▸ Dataset entries:
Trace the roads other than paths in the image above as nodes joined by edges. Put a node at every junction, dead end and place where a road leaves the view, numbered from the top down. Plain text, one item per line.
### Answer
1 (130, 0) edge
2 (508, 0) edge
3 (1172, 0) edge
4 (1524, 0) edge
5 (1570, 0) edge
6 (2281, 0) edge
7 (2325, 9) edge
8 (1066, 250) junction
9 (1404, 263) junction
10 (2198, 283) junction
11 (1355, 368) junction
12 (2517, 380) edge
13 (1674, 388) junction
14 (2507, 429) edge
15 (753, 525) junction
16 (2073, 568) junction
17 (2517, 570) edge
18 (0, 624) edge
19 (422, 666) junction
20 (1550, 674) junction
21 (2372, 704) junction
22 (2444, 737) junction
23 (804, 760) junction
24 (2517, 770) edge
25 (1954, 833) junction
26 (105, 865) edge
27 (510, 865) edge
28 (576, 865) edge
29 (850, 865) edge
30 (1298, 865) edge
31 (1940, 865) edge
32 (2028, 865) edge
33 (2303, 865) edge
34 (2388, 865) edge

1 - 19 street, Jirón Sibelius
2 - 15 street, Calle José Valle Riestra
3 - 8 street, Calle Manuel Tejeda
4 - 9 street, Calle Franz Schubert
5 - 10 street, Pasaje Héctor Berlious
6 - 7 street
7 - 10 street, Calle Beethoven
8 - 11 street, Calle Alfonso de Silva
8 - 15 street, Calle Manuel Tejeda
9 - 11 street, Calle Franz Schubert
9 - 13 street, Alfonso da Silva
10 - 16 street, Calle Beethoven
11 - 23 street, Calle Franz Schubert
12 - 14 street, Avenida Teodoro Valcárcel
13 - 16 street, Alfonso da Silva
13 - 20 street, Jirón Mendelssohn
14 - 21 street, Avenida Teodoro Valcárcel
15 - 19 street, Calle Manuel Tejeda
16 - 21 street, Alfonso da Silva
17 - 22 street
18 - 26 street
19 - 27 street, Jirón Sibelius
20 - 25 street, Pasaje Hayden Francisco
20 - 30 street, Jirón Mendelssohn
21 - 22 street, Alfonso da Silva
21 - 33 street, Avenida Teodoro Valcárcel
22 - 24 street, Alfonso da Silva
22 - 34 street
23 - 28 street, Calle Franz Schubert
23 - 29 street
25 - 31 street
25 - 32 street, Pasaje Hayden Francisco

▸ What this task involves:
Output every record verbatim.

▸ Reply:
Trace the roads other than paths in the image above as nodes joined by edges. Put a node at every junction, dead end and place where a road leaves the view, numbered from the top down. Plain text, one item per line.
### Answer
1 (130, 0) edge
2 (508, 0) edge
3 (1172, 0) edge
4 (1524, 0) edge
5 (1570, 0) edge
6 (2281, 0) edge
7 (2325, 9) edge
8 (1066, 250) junction
9 (1404, 263) junction
10 (2198, 283) junction
11 (1355, 368) junction
12 (2517, 380) edge
13 (1674, 388) junction
14 (2507, 429) edge
15 (753, 525) junction
16 (2073, 568) junction
17 (2517, 570) edge
18 (0, 624) edge
19 (422, 666) junction
20 (1550, 674) junction
21 (2372, 704) junction
22 (2444, 737) junction
23 (804, 760) junction
24 (2517, 770) edge
25 (1954, 833) junction
26 (105, 865) edge
27 (510, 865) edge
28 (576, 865) edge
29 (850, 865) edge
30 (1298, 865) edge
31 (1940, 865) edge
32 (2028, 865) edge
33 (2303, 865) edge
34 (2388, 865) edge

1 - 19 street, Jirón Sibelius
2 - 15 street, Calle José Valle Riestra
3 - 8 street, Calle Manuel Tejeda
4 - 9 street, Calle Franz Schubert
5 - 10 street, Pasaje Héctor Berlious
6 - 7 street
7 - 10 street, Calle Beethoven
8 - 11 street, Calle Alfonso de Silva
8 - 15 street, Calle Manuel Tejeda
9 - 11 street, Calle Franz Schubert
9 - 13 street, Alfonso da Silva
10 - 16 street, Calle Beethoven
11 - 23 street, Calle Franz Schubert
12 - 14 street, Avenida Teodoro Valcárcel
13 - 16 street, Alfonso da Silva
13 - 20 street, Jirón Mendelssohn
14 - 21 street, Avenida Teodoro Valcárcel
15 - 19 street, Calle Manuel Tejeda
16 - 21 street, Alfonso da Silva
17 - 22 street
18 - 26 street
19 - 27 street, Jirón Sibelius
20 - 25 street, Pasaje Hayden Francisco
20 - 30 street, Jirón Mendelssohn
21 - 22 street, Alfonso da Silva
21 - 33 street, Avenida Teodoro Valcárcel
22 - 24 street, Alfonso da Silva
22 - 34 street
23 - 28 street, Calle Franz Schubert
23 - 29 street
25 - 31 street
25 - 32 street, Pasaje Hayden Francisco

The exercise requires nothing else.